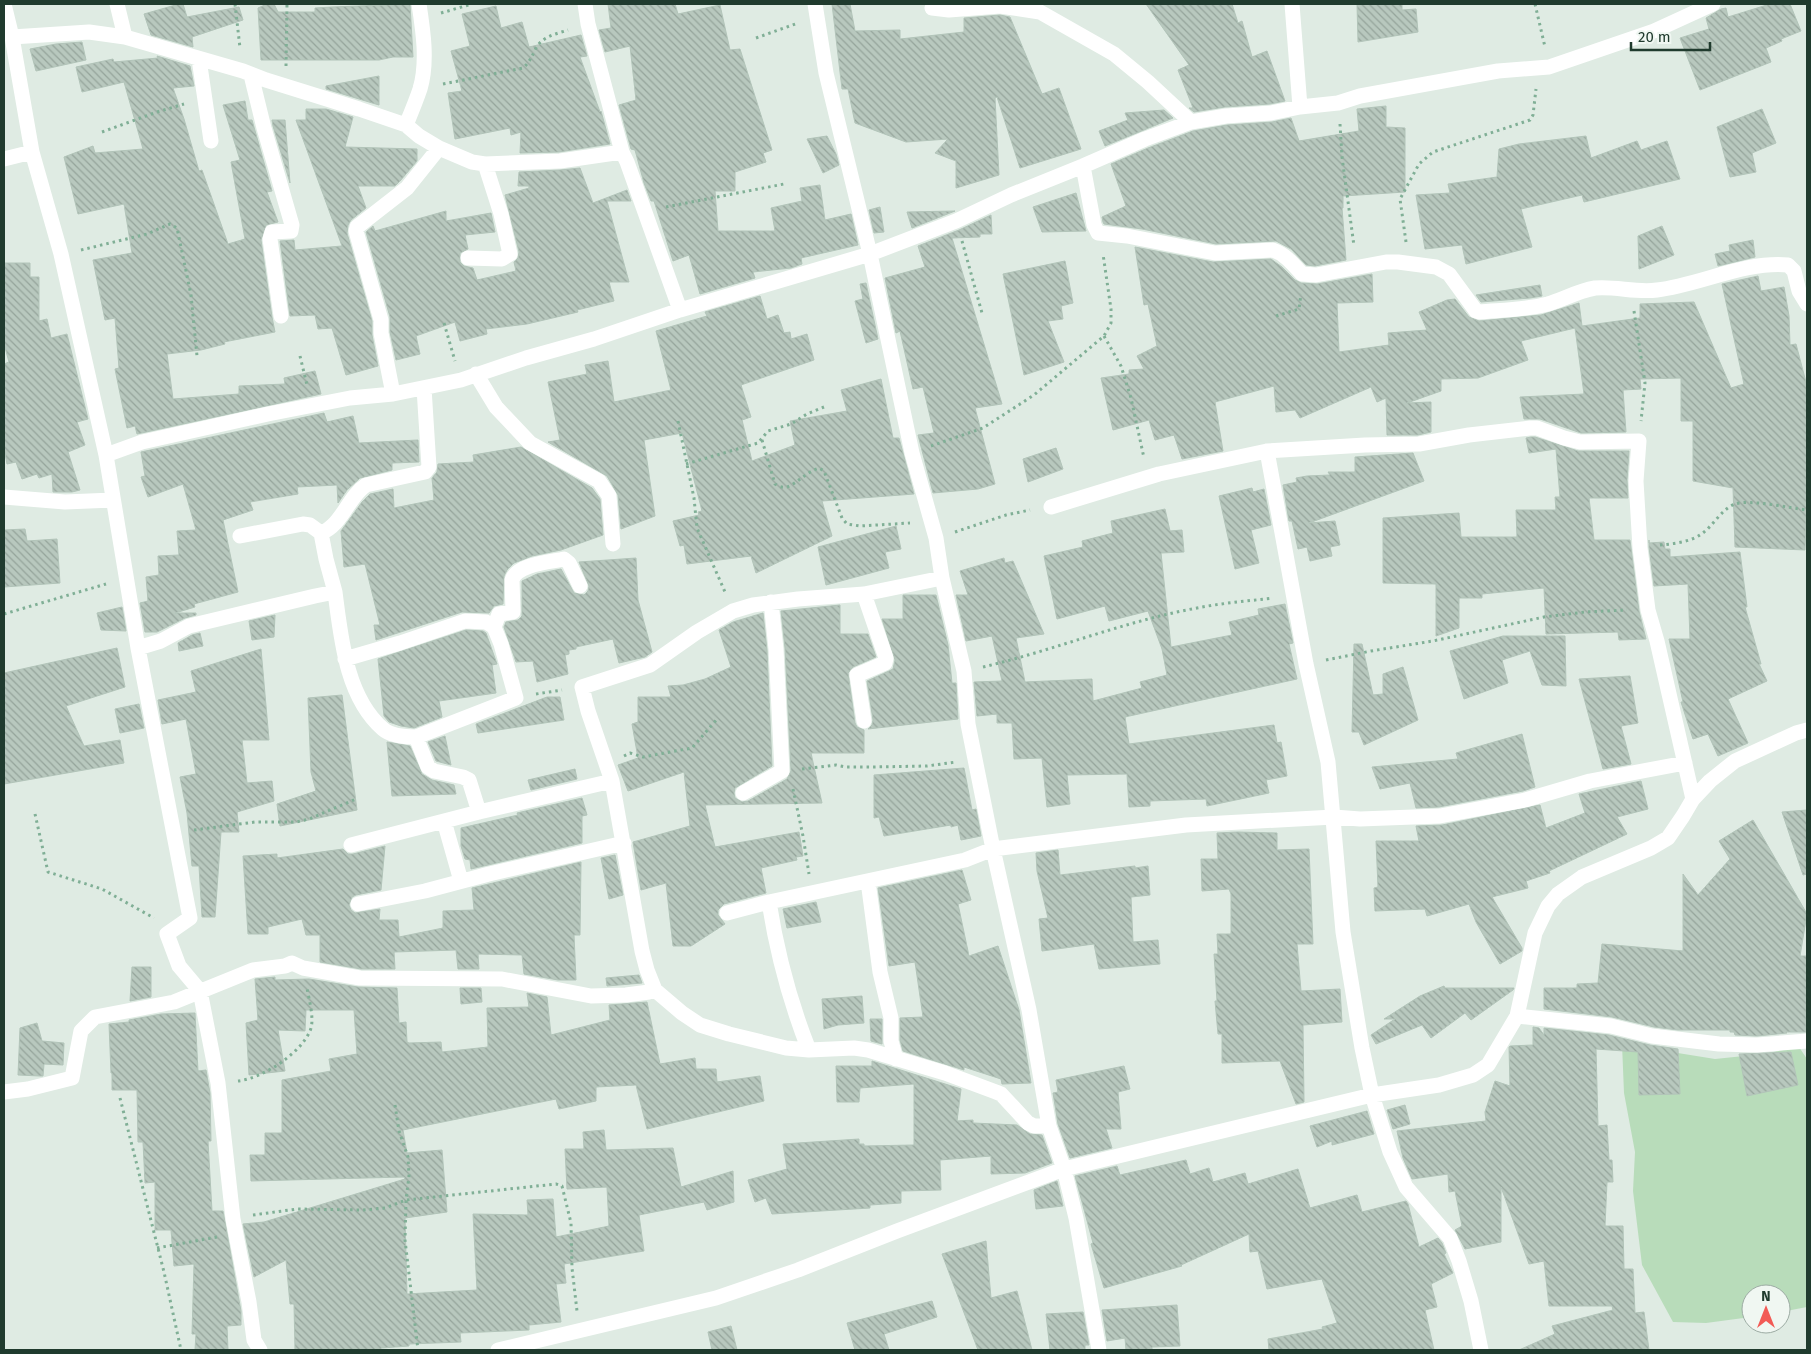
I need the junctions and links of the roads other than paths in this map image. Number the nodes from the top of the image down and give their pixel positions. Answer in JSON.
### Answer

---

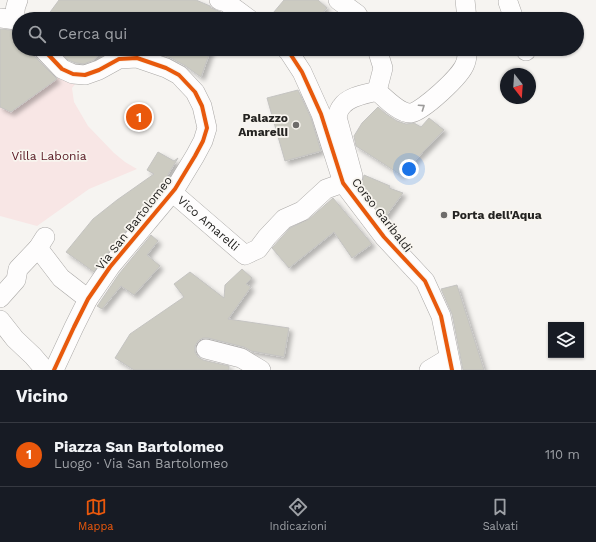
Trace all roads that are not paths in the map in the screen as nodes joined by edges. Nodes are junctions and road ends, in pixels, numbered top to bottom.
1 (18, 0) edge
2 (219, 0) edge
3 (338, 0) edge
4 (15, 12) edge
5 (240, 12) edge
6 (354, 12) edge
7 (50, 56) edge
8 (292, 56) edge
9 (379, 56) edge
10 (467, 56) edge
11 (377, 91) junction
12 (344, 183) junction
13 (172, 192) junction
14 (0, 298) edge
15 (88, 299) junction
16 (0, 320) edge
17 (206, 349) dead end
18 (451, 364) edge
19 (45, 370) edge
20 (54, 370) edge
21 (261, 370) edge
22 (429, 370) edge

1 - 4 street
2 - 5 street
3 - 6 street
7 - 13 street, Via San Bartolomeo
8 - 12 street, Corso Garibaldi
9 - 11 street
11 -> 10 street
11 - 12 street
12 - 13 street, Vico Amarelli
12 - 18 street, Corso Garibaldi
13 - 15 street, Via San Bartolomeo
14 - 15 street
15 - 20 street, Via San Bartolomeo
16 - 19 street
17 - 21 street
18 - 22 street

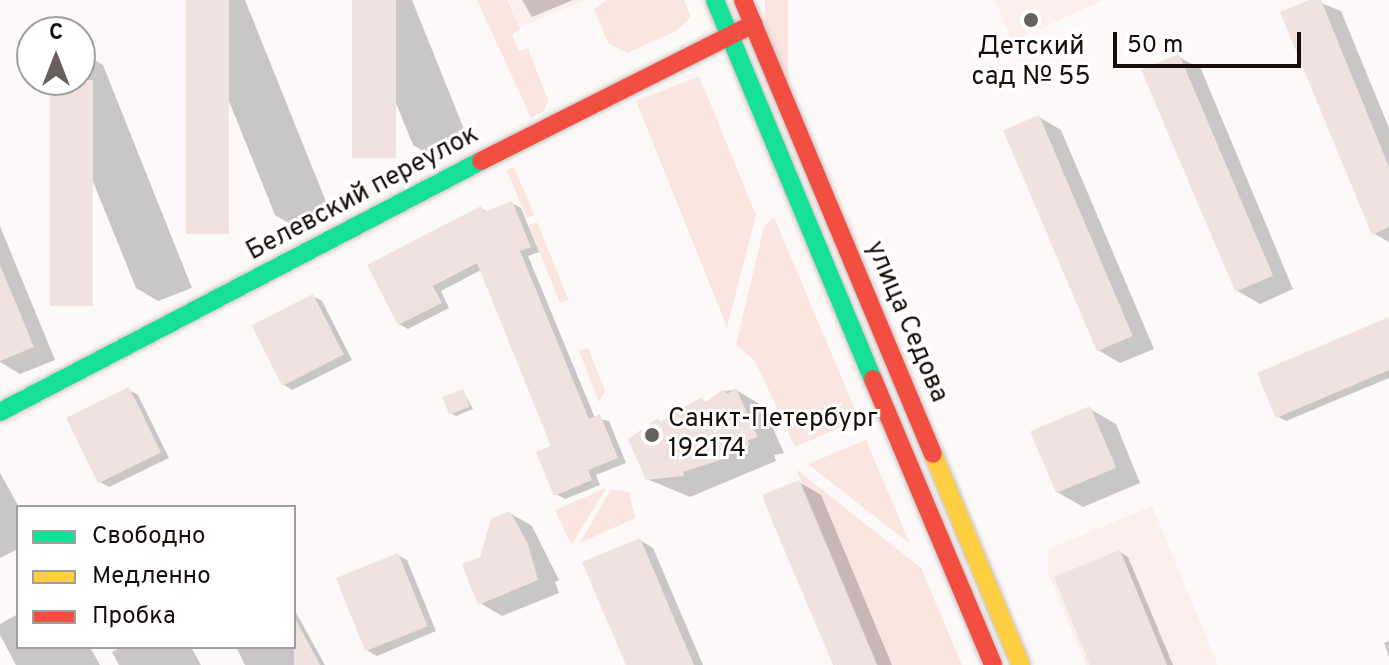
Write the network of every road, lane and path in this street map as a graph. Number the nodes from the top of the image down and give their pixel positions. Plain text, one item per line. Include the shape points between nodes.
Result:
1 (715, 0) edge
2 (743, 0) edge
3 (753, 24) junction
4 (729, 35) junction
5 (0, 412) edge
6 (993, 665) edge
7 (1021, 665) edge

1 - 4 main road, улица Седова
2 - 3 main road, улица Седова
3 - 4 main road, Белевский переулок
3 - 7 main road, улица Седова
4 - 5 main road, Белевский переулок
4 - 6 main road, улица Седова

==

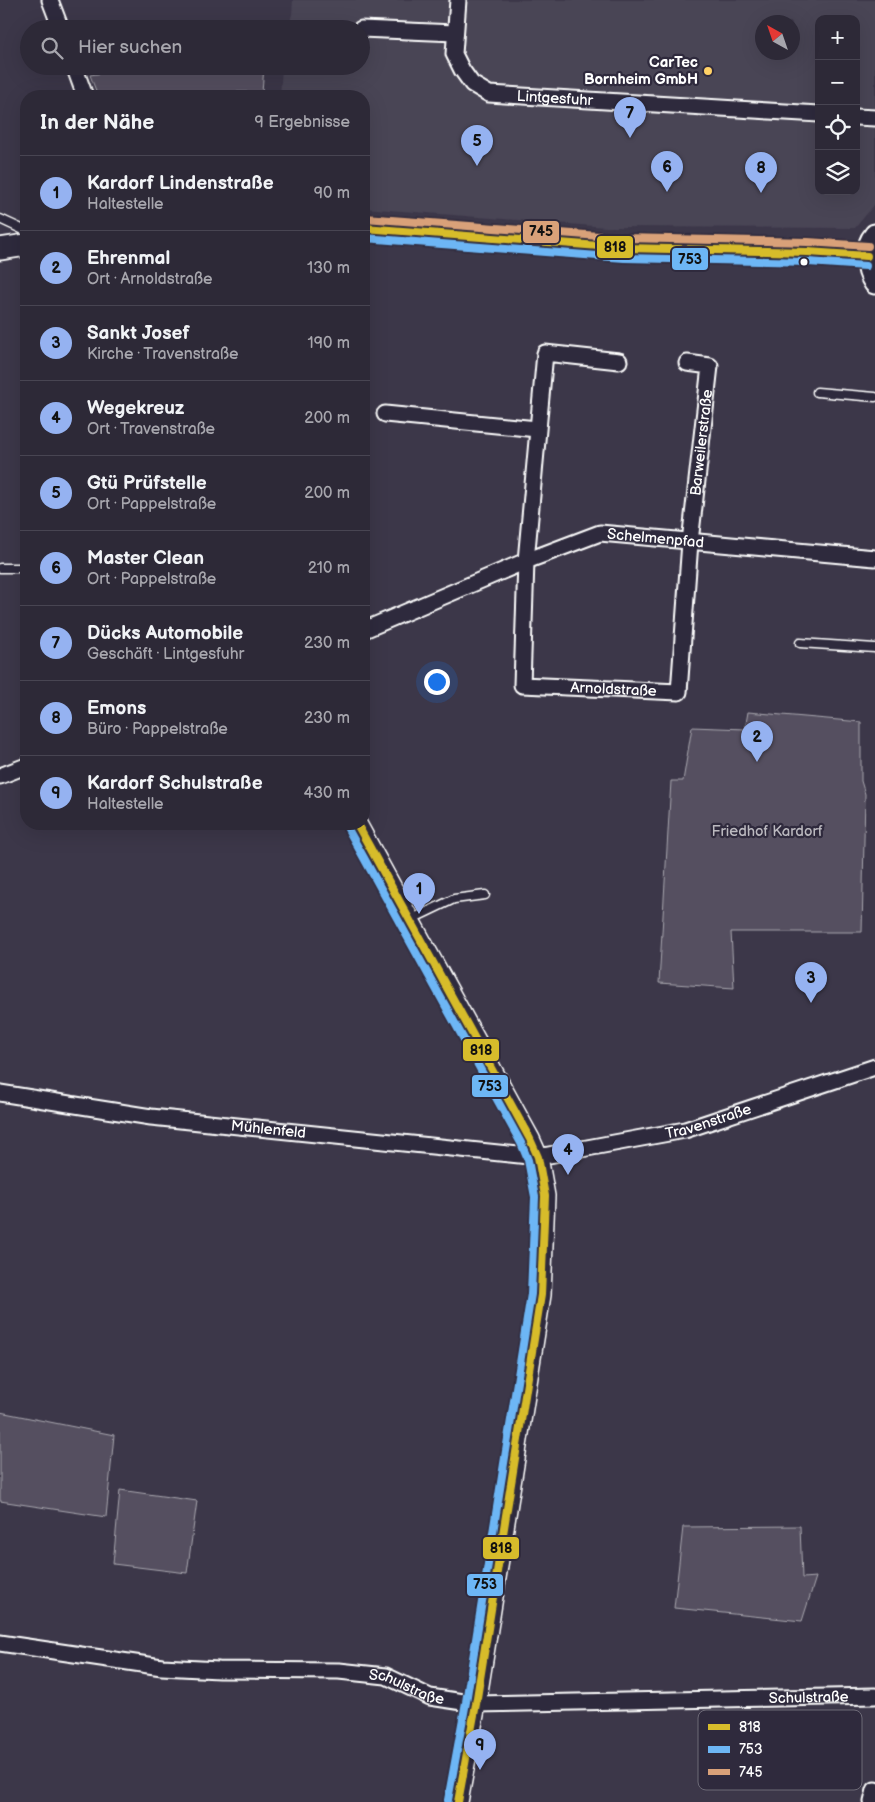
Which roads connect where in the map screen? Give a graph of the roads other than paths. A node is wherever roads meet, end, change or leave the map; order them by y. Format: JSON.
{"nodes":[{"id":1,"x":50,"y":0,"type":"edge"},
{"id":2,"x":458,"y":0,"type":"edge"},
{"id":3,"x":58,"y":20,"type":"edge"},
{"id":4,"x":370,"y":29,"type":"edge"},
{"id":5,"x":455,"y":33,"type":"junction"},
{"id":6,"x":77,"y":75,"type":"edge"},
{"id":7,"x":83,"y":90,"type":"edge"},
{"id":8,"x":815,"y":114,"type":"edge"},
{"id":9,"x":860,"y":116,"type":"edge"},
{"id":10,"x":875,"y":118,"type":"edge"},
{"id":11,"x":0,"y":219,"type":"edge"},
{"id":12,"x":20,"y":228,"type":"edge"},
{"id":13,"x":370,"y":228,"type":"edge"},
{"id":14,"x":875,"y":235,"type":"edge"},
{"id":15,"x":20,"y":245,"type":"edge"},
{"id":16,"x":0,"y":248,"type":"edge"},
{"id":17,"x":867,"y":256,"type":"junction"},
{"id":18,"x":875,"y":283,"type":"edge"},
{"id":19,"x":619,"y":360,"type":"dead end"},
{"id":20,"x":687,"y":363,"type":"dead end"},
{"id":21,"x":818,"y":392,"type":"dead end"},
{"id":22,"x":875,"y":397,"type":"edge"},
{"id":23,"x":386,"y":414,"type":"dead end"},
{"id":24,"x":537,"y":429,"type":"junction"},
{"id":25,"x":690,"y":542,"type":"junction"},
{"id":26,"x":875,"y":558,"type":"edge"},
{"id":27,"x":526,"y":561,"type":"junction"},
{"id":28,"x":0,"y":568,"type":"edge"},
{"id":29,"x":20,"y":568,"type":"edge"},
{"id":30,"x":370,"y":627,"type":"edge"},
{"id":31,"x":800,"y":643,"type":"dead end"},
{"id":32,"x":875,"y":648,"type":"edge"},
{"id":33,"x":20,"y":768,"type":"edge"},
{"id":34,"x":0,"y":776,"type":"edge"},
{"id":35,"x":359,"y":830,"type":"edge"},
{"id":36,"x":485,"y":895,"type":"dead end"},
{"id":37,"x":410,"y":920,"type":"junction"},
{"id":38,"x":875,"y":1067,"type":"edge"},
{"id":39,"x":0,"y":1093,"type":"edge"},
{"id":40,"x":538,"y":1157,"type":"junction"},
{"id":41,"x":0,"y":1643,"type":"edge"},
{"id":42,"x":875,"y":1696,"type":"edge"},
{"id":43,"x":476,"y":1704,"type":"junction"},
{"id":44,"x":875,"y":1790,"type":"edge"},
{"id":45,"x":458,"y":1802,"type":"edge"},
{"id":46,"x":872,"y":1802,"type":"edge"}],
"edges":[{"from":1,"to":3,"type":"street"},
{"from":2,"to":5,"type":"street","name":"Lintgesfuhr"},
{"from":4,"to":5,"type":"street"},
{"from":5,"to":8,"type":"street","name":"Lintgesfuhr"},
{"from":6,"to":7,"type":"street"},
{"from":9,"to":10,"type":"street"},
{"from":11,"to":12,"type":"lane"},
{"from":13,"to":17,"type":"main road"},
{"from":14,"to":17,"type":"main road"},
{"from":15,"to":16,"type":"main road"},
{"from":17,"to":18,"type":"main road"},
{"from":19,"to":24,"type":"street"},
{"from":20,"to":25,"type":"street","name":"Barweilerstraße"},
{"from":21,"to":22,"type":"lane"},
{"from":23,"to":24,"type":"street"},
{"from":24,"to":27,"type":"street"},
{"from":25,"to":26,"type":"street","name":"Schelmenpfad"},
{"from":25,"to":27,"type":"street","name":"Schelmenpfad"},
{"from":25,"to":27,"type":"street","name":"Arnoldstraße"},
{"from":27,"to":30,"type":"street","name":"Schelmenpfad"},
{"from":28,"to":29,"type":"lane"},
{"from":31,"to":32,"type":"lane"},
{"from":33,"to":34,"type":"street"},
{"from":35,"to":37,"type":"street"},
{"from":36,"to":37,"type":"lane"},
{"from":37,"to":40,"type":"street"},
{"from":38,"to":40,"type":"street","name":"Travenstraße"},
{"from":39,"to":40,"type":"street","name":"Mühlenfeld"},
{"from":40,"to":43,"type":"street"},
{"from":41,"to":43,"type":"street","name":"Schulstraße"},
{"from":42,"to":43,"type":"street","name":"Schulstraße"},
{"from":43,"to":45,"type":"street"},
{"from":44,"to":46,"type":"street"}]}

Activity. Every line holding the word "this" should be copied out of the records above.

Written answer.
I need the junctions and links of the roads other than paths in this map image. Number the nodes from the top of the image down and give their pixel positions. Answer in JSON.
Write the network of every road, lane and path in this street map as a graph. Number the nodes from the top of the image down and give their pixel positions. Plain text, one item per line. Include the shape points between nodes.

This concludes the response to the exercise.